#### Work item
Using the string "Kilberry" as the key, pull each matching line out of the records below.

Start of Records for the task

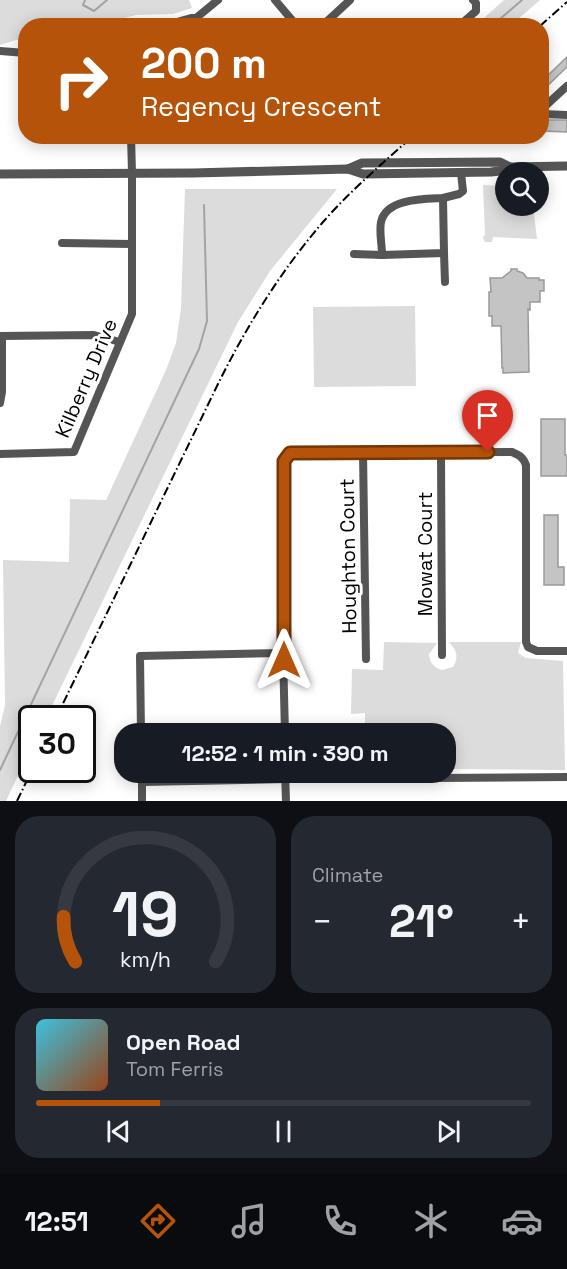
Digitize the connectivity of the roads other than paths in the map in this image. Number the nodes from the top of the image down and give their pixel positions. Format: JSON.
{"nodes":[{"id":1,"x":218,"y":0,"type":"edge"},
{"id":2,"x":275,"y":0,"type":"edge"},
{"id":3,"x":350,"y":0,"type":"edge"},
{"id":4,"x":473,"y":0,"type":"edge"},
{"id":5,"x":201,"y":18,"type":"edge"},
{"id":6,"x":290,"y":18,"type":"edge"},
{"id":7,"x":331,"y":18,"type":"edge"},
{"id":8,"x":468,"y":18,"type":"edge"},
{"id":9,"x":0,"y":51,"type":"edge"},
{"id":10,"x":18,"y":52,"type":"edge"},
{"id":11,"x":567,"y":86,"type":"edge"},
{"id":12,"x":549,"y":103,"type":"edge"},
{"id":13,"x":549,"y":114,"type":"edge"},
{"id":14,"x":567,"y":115,"type":"edge"},
{"id":15,"x":130,"y":144,"type":"edge"},
{"id":16,"x":475,"y":162,"type":"junction"},
{"id":17,"x":495,"y":162,"type":"edge"},
{"id":18,"x":549,"y":166,"type":"edge"},
{"id":19,"x":567,"y":166,"type":"edge"},
{"id":20,"x":348,"y":169,"type":"junction"},
{"id":21,"x":495,"y":171,"type":"edge"},
{"id":22,"x":461,"y":172,"type":"junction"},
{"id":23,"x":132,"y":173,"type":"junction"},
{"id":24,"x":0,"y":174,"type":"edge"},
{"id":25,"x":443,"y":198,"type":"junction"},
{"id":26,"x":62,"y":243,"type":"dead end"},
{"id":27,"x":132,"y":244,"type":"junction"},
{"id":28,"x":444,"y":253,"type":"junction"},
{"id":29,"x":354,"y":254,"type":"dead end"},
{"id":30,"x":382,"y":255,"type":"junction"},
{"id":31,"x":445,"y":282,"type":"dead end"},
{"id":32,"x":1,"y":336,"type":"edge"},
{"id":33,"x":120,"y":342,"type":"junction"},
{"id":34,"x":0,"y":403,"type":"edge"},
{"id":35,"x":363,"y":452,"type":"junction"},
{"id":36,"x":441,"y":453,"type":"junction"},
{"id":37,"x":0,"y":454,"type":"edge"},
{"id":38,"x":567,"y":651,"type":"edge"},
{"id":39,"x":284,"y":653,"type":"junction"},
{"id":40,"x":442,"y":655,"type":"dead end"},
{"id":41,"x":366,"y":659,"type":"dead end"},
{"id":42,"x":141,"y":723,"type":"edge"},
{"id":43,"x":285,"y":723,"type":"edge"},
{"id":44,"x":456,"y":777,"type":"edge"},
{"id":45,"x":567,"y":777,"type":"edge"},
{"id":46,"x":142,"y":783,"type":"edge"},
{"id":47,"x":286,"y":783,"type":"edge"},
{"id":48,"x":142,"y":801,"type":"edge"},
{"id":49,"x":286,"y":801,"type":"edge"}],
"edges":[{"from":1,"to":5,"type":"street"},
{"from":2,"to":6,"type":"street"},
{"from":3,"to":7,"type":"street"},
{"from":4,"to":8,"type":"street"},
{"from":9,"to":10,"type":"street"},
{"from":11,"to":12,"type":"street"},
{"from":13,"to":14,"type":"street"},
{"from":15,"to":23,"type":"street","name":"Kilberry Drive"},
{"from":16,"to":17,"type":"street"},
{"from":16,"to":20,"type":"street"},
{"from":16,"to":22,"type":"street"},
{"from":18,"to":19,"type":"street"},
{"from":20,"to":22,"type":"street"},
{"from":20,"to":23,"type":"street"},
{"from":21,"to":22,"type":"street"},
{"from":22,"to":25,"type":"street"},
{"from":23,"to":24,"type":"street"},
{"from":23,"to":27,"type":"street","name":"Kilberry Drive"},
{"from":25,"to":28,"type":"street"},
{"from":25,"to":30,"type":"street"},
{"from":26,"to":27,"type":"street"},
{"from":27,"to":33,"type":"street","name":"Kilberry Drive"},
{"from":28,"to":30,"type":"street"},
{"from":28,"to":31,"type":"street"},
{"from":29,"to":30,"type":"street"},
{"from":32,"to":33,"type":"street"},
{"from":32,"to":34,"type":"street"},
{"from":33,"to":37,"type":"street","name":"Kilberry Drive"},
{"from":35,"to":36,"type":"street"},
{"from":35,"to":39,"type":"street"},
{"from":35,"to":41,"type":"street","name":"Houghton Court"},
{"from":36,"to":38,"type":"street"},
{"from":36,"to":40,"type":"street","name":"Mowat Court"},
{"from":39,"to":42,"type":"street"},
{"from":39,"to":43,"type":"street"},
{"from":44,"to":45,"type":"street"},
{"from":46,"to":48,"type":"street"},
{"from":47,"to":49,"type":"street"}]}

End of Records for the task

#### Output below
{"from":15,"to":23,"type":"street","name":"Kilberry Drive"},
{"from":23,"to":27,"type":"street","name":"Kilberry Drive"},
{"from":27,"to":33,"type":"street","name":"Kilberry Drive"},
{"from":33,"to":37,"type":"street","name":"Kilberry Drive"},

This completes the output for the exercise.